Special Assistant to the President
- In office January 2021 – August 2022
- President: Joe Biden

Personal details
- Born: Auburn, California, U.S.
- Party: Democratic
- Alma mater: University of California, Davis

= Meghan Hays =

American communications executive

Meghan Hays is an American communications executive who was a special assistant to the president and director of message planning in the White House from 2021 to 2022. As of 2024, she is a principal at West Shore Strategies.

== Life ==
Hays was born in Auburn, California and raised in Carmichael. She spent time at her family's seasonal home in Homewood near Lake Tahoe. Hayes attended St. Francis High School. She graduated from the University of California, Davis.
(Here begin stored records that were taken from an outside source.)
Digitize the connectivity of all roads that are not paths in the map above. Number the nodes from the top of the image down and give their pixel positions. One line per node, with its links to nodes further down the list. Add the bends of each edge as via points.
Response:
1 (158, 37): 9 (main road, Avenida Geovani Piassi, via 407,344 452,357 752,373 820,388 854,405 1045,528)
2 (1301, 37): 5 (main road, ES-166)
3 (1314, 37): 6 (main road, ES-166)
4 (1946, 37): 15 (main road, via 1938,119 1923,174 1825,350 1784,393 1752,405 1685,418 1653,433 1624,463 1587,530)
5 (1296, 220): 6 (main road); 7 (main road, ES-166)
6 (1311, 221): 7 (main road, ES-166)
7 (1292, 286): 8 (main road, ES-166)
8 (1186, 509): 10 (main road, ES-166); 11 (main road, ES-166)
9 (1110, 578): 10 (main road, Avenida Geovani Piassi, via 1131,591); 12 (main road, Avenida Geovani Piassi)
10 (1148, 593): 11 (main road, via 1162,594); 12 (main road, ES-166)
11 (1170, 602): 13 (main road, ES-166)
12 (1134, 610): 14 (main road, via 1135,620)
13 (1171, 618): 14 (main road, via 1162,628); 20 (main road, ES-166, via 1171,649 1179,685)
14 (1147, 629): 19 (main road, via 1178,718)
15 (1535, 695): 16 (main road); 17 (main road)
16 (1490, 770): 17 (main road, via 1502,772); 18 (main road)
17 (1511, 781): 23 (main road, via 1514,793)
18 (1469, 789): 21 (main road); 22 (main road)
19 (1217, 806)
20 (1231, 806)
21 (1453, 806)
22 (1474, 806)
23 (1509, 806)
Hays is a communications executive. Hays worked in senior communications positions at MGM Resorts International. In 2012, she joined the communications team of the office of the vice president of the United States as an advance staffer. She progressed to the roles of deputy communications director and director of message planning in the office of the vice president. Hays served as a deputy communications director on the Joe Biden 2020 presidential campaign. Hays joined U.S. president Joe Biden's administration in 2021 and served as a special assistant to the president and director of message planning in the White House where she played a role in the president's strategic messaging for domestic and international engagements.

After leaving the administration in August 2022, she served as an advisory board member to SustainabiliD, a climate technology and sustainability firm. Hays previously served as chief of staff at American International Group (AIG). In June 2023, Hays was appointed by Biden as the U.S. presidential representative to the Tahoe Regional Planning Agency board.

In August 2024, Hays was introduced as a principal at West Shore Strategies.